In North Carolina, county government is the level of government that most directly impacts every citizen. All North Carolinians live in a county while slightly more than half the population lives within the limits of a city or town.
County governments were originally created by the state to give citizens greater access to government services. Because it was so difficult to travel in the 17th and 18th centuries, citizens could not reasonably be expected to come to the state capital every time they needed to conduct official business. As a result, the state created counties, and the governor appointed justices of the peace to oversee each county and carry out the mandated policies and services of state government.

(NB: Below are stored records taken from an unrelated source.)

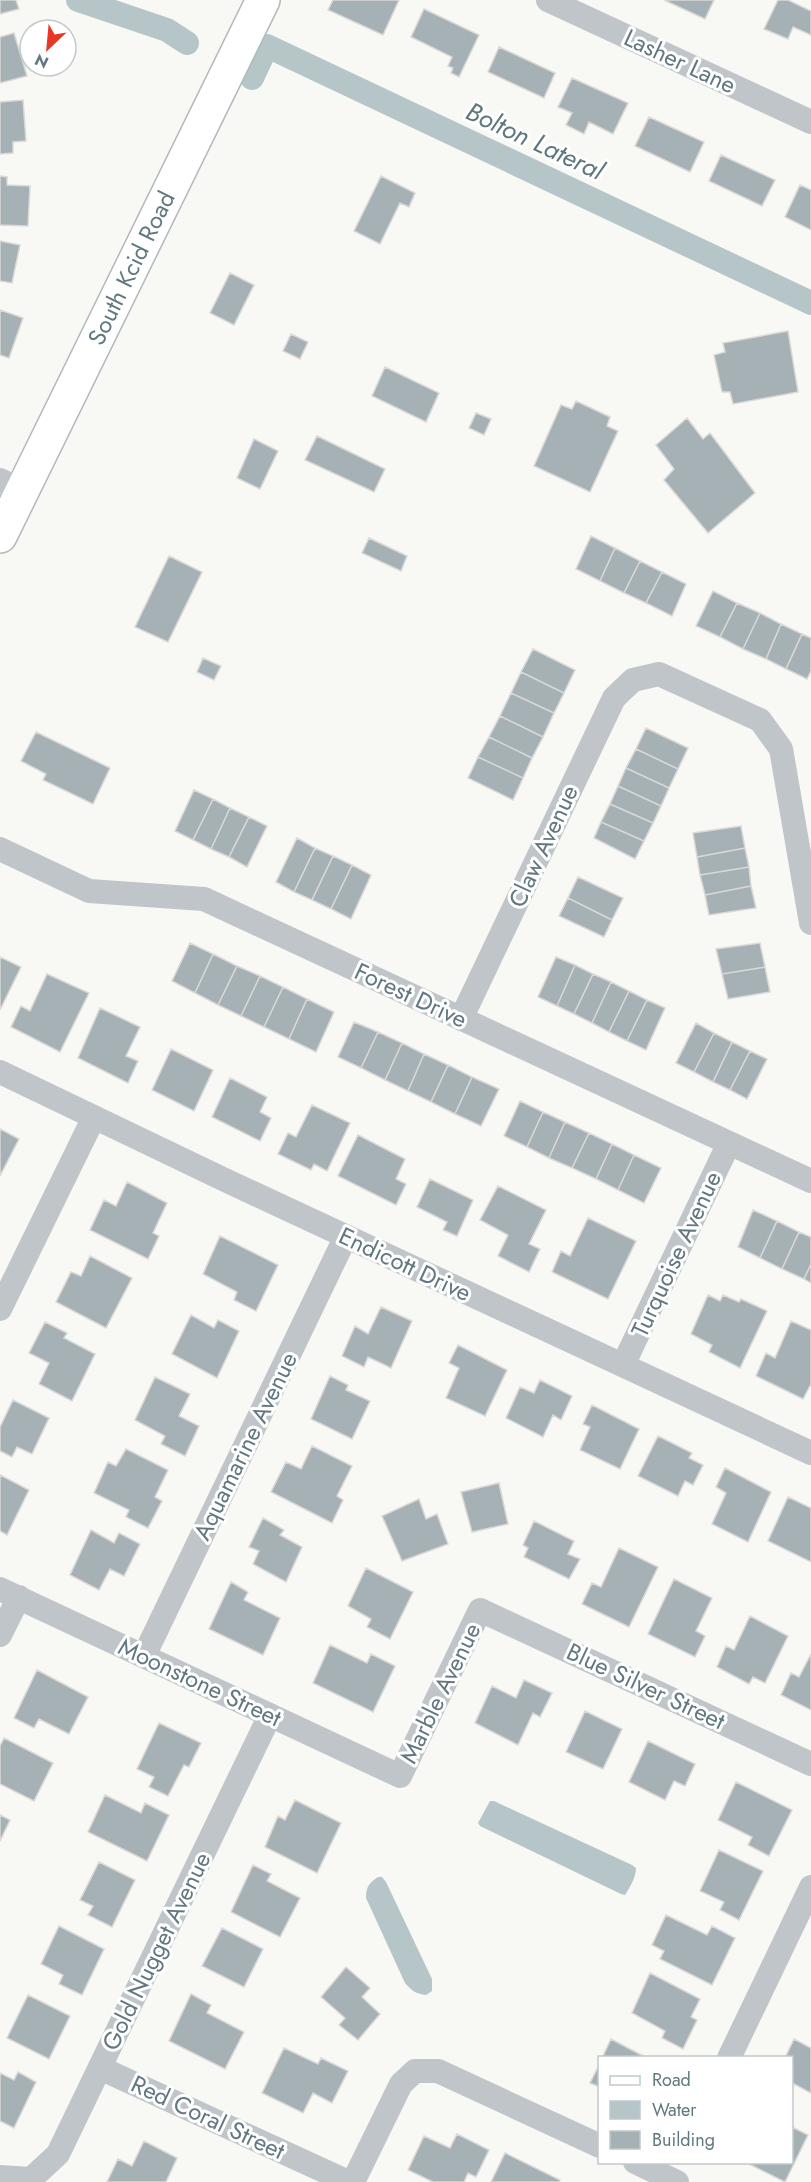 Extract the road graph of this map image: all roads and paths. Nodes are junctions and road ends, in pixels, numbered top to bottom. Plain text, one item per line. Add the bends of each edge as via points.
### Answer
1 (263, 0) edge
2 (548, 0) edge
3 (811, 122) edge
4 (6, 508) edge
5 (0, 849) edge
6 (811, 923) edge
7 (462, 1019) junction
8 (0, 1072) edge
9 (94, 1117) junction
10 (729, 1143) junction
11 (811, 1181) edge
12 (346, 1236) junction
13 (0, 1309) edge
14 (623, 1365) junction
15 (811, 1453) edge
16 (9, 1593) edge
17 (480, 1610) joint
18 (0, 1635) edge
19 (144, 1656) junction
20 (270, 1715) junction
21 (811, 1764) edge
22 (400, 1776) joint
23 (811, 1887) edge
24 (730, 2056) edge
25 (100, 2068) junction
26 (598, 2145) edge
27 (639, 2164) edge
28 (675, 2174) edge
29 (0, 2177) edge
30 (348, 2182) edge
31 (353, 2182) edge

1 - 4 street, South Kcid Road
2 - 3 street, Lasher Lane
5 - 7 street, Forest Drive via 89,891 204,899
6 - 7 street, Claw Avenue via 781,749 760,720 659,674 633,680 614,698
7 - 10 street, Forest Drive
8 - 9 street, Endicott Drive
9 - 12 street, Endicott Drive
9 - 13 street
10 - 11 street, Forest Drive
10 - 14 street, Turquoise Avenue
12 - 14 street, Endicott Drive
12 - 19 street, Aquamarine Avenue
14 - 15 street, Endicott Drive
16 - 18 street
16 - 19 street, Moonstone Street
17 - 21 street, Blue Silver Street
17 - 22 street, Marble Avenue
19 - 20 street, Moonstone Street
20 - 22 street, Moonstone Street
20 - 25 street, Gold Nugget Avenue
23 - 24 street
25 - 29 street, Gold Nugget Avenue via 58,2154 31,2179
25 - 30 street, Red Coral Street
26 - 31 street via 438,2071 415,2071 401,2084
27 - 28 street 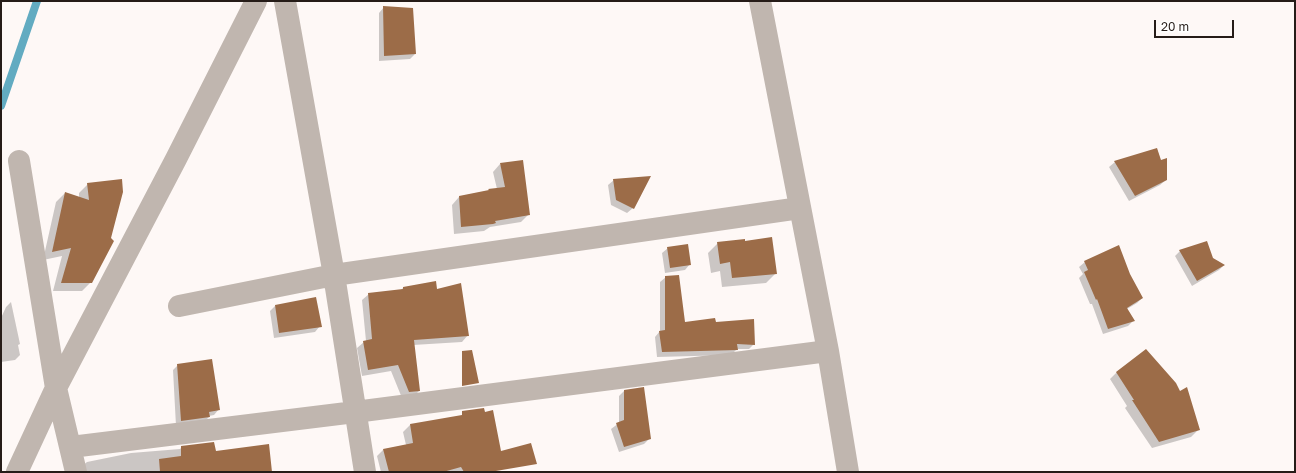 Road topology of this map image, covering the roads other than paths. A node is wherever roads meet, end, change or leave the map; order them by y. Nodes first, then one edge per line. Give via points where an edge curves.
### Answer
1 (256, 1) edge
2 (285, 1) edge
3 (760, 1) edge
4 (19, 161) dead end
5 (800, 208) junction
6 (334, 275) junction
7 (179, 306) dead end
8 (828, 351) junction
9 (56, 388) junction
10 (355, 412) junction
11 (70, 447) junction
12 (17, 472) edge
13 (76, 472) edge
14 (365, 472) edge
15 (848, 472) edge

1 - 9 street
2 - 6 street
3 - 5 street
4 - 9 street
5 - 6 street
5 - 8 street
6 - 7 street
6 - 10 street
8 - 10 street
8 - 15 street
9 - 11 street
9 - 12 street
10 - 11 street
10 - 14 street
11 - 13 street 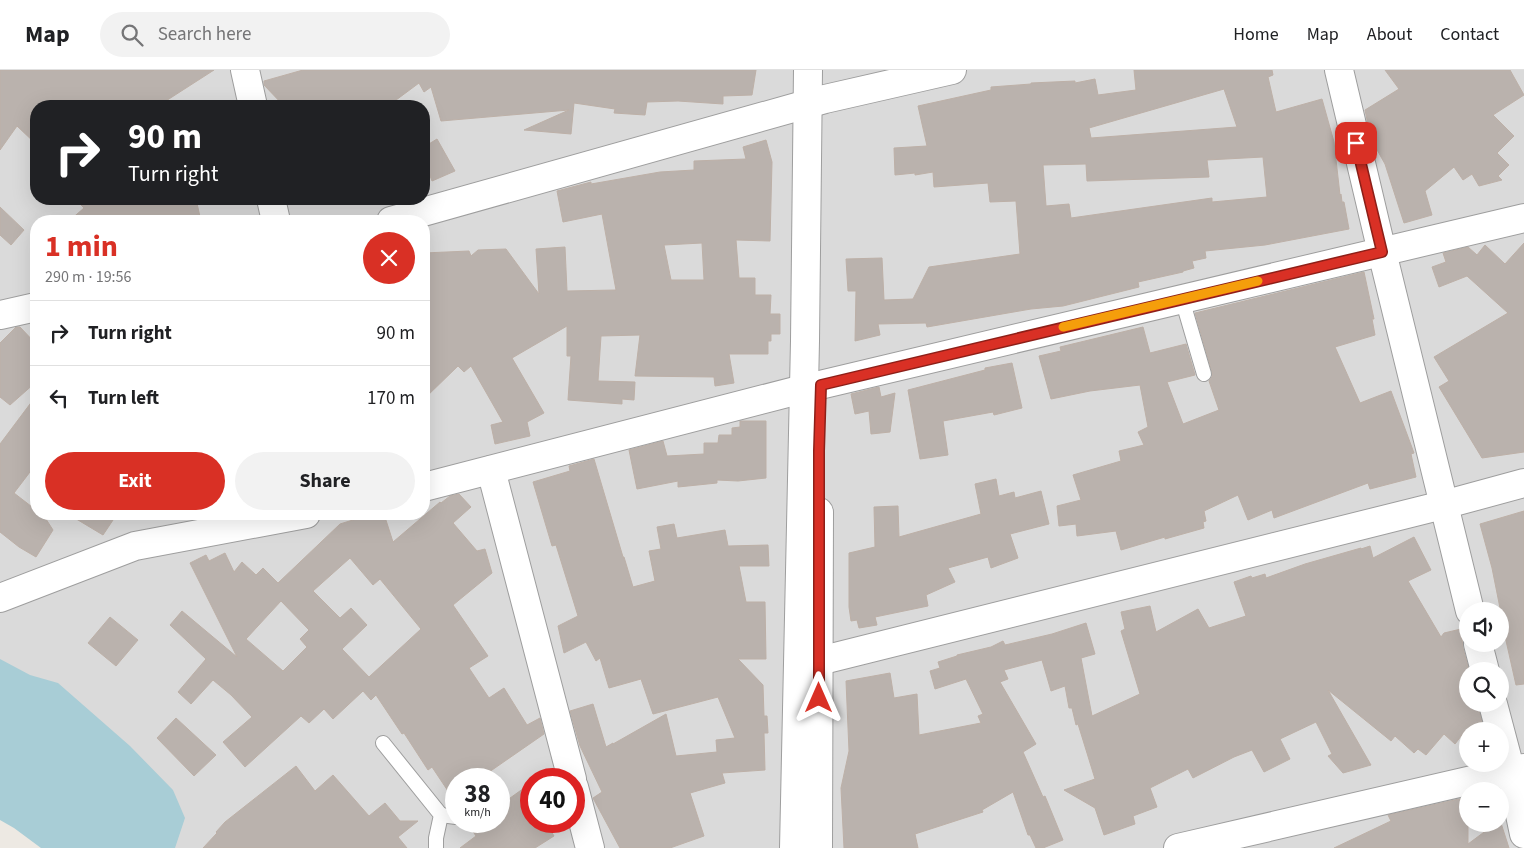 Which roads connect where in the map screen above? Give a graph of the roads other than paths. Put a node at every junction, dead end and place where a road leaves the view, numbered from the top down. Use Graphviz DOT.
graph roads {
  1 [pos="246,70"];
  2 [pos="808,70"];
  3 [pos="825,70"];
  4 [pos="952,70"];
  5 [pos="1340,70"];
  6 [pos="252,100"];
  7 [pos="816,101"];
  8 [pos="412,215"];
  9 [pos="1524,218"];
  10 [pos="1382,252"];
  11 [pos="1182,299"];
  12 [pos="30,308"];
  13 [pos="0,315"];
  14 [pos="1204,374"];
  15 [pos="812,387"];
  16 [pos="491,470"];
  17 [pos="1524,483"];
  18 [pos="430,485"];
  19 [pos="1444,505"];
  20 [pos="274,520"];
  21 [pos="0,598"];
  22 [pos="1468,602"];
  23 [pos="819,661"];
  24 [pos="1497,712"];
  25 [pos="383,743"];
  26 [pos="569,768"];
  27 [pos="1517,770"];
  28 [pos="441,815"];
  29 [pos="445,816"];
  30 [pos="585,829"];
  31 [pos="1524,834"];
  32 [pos="436,848"];
  33 [pos="590,848"];
  34 [pos="794,848"];
  35 [pos="818,848"];
  36 [pos="1178,848"];
  1 -- 6 [label="street"];
  2 -- 7 [label="street"];
  3 -- 7 [label="street"];
  4 -- 7 [label="street"];
  5 -- 10 [label="street"];
  7 -- 8 [label="street"];
  7 -- 15 [label="street"];
  9 -- 10 [label="street"];
  10 -- 11 [label="street"];
  10 -- 19 [label="street"];
  11 -- 14 [label="lane"];
  11 -- 15 [label="street"];
  12 -- 13 [label="street"];
  15 -- 16 [label="street"];
  15 -- 23 [label="street"];
  15 -- 34 [label="street"];
  16 -- 18 [label="street"];
  16 -- 26 [label="street"];
  17 -- 19 [label="street"];
  19 -- 22 [label="street"];
  19 -- 23 [label="street"];
  20 -- 21 [label="street"];
  23 -- 35 [label="street"];
  24 -- 27 [label="street"];
  25 -- 28 [label="lane"];
  27 -- 31 [label="street"];
  27 -- 36 [label="street"];
  28 -- 29 [label="lane"];
  28 -- 32 [label="lane"];
  30 -- 33 [label="street"];
} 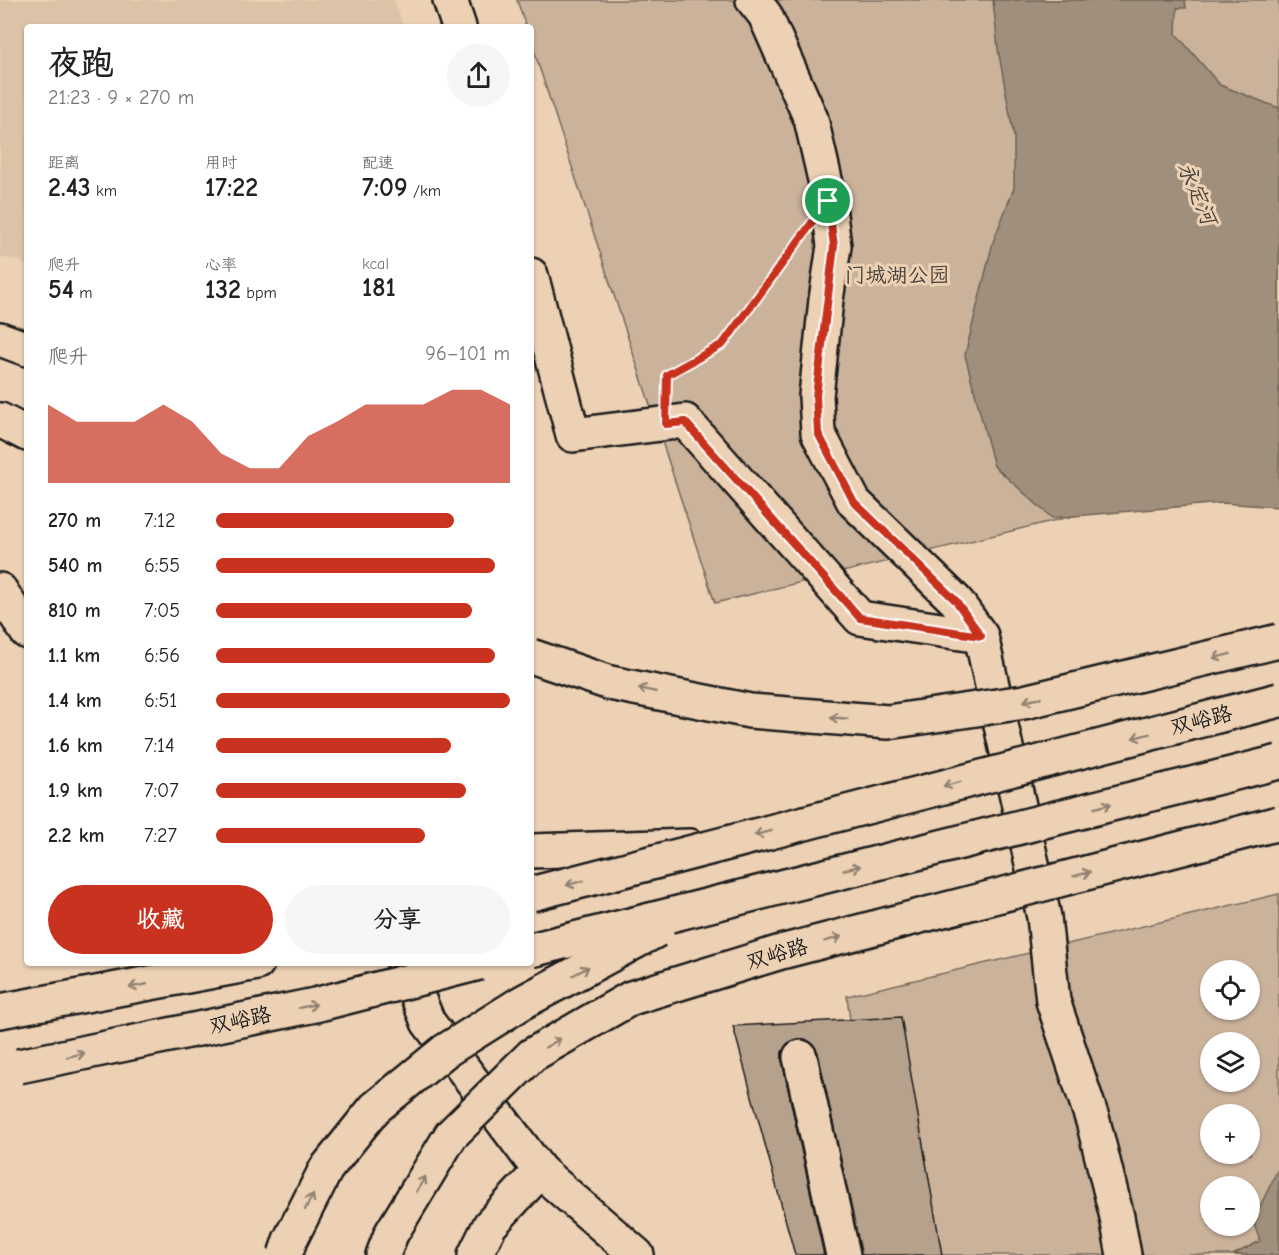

After the Civil War, the North Carolina Constitution of 1868 gave citizens more input into electing their local leaders. Citizens were given the power to elect the sheriff, coroner, register of deeds, clerk of court, surveyor and treasurer, as well as the newly created board of commissioners. Commissioners replaced the appointed justices of the peace and were given full financial responsibility for the county, which included adopting the budget and setting the property tax rate.
Today, citizens still elect the commissioners, sheriff, register of deeds and clerk of court, although the court system is now a function of state government. Counties remain an arm of state government and carry out the many services that are mandated by the state and federal governments.
Counties exist to help enhance the lives of their citizens. County governments do this by providing needed services, such as public and mental healthcare, schools, libraries and support to senior citizens and children in need. Counties establish important local laws (ordinances) and enforce laws that protect citizens from harmful behavior. They also encourage citizens and businesses to get involved in their communities.